▶ [EXERCISE REQUIREMENTS]
Search the records for the string "Hanford" and copy every line where it turns up.

▶ [SOURCE MATERIAL]
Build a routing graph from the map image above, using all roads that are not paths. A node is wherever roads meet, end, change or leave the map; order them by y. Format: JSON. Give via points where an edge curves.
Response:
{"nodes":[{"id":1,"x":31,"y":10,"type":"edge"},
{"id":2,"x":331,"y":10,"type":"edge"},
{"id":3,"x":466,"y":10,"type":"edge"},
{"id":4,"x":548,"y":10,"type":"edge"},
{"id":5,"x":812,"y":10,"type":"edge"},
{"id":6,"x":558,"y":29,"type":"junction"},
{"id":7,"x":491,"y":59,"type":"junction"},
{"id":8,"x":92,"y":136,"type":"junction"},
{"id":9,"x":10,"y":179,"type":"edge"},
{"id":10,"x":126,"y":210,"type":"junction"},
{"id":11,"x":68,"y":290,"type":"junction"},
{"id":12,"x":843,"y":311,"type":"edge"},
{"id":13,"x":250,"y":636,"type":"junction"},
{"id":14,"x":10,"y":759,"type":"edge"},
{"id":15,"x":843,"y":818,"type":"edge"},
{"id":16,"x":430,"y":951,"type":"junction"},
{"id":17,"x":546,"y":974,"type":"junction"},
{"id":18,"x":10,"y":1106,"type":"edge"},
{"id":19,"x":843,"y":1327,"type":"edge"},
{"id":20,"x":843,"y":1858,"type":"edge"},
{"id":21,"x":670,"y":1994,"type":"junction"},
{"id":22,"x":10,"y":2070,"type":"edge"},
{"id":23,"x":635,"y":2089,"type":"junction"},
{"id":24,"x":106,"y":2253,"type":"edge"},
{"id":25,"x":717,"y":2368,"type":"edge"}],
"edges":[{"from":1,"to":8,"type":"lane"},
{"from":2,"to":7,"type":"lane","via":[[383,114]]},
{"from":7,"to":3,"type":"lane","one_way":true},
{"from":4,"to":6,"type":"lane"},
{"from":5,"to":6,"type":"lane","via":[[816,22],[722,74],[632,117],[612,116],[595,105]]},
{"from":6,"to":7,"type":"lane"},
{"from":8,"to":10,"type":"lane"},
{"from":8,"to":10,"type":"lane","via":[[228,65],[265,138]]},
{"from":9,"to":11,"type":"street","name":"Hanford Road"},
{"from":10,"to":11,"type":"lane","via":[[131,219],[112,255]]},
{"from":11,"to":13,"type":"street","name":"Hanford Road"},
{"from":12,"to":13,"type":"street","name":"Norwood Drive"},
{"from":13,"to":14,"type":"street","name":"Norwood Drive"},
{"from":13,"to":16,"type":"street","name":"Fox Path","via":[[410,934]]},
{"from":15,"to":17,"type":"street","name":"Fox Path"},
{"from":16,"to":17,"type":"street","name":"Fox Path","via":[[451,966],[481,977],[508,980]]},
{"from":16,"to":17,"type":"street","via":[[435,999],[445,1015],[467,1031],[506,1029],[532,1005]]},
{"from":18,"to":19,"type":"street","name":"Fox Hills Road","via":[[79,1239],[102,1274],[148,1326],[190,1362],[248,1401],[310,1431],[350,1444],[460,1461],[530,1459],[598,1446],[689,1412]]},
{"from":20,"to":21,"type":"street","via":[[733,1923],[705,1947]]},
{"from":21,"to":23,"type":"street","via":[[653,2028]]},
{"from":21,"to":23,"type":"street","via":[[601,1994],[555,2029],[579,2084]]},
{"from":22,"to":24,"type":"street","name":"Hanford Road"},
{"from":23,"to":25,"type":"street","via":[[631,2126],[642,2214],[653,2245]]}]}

▶ [RESPONSE TO THE TASK]
{"from":9,"to":11,"type":"street","name":"Hanford Road"},
{"from":11,"to":13,"type":"street","name":"Hanford Road"},
{"from":22,"to":24,"type":"street","name":"Hanford Road"},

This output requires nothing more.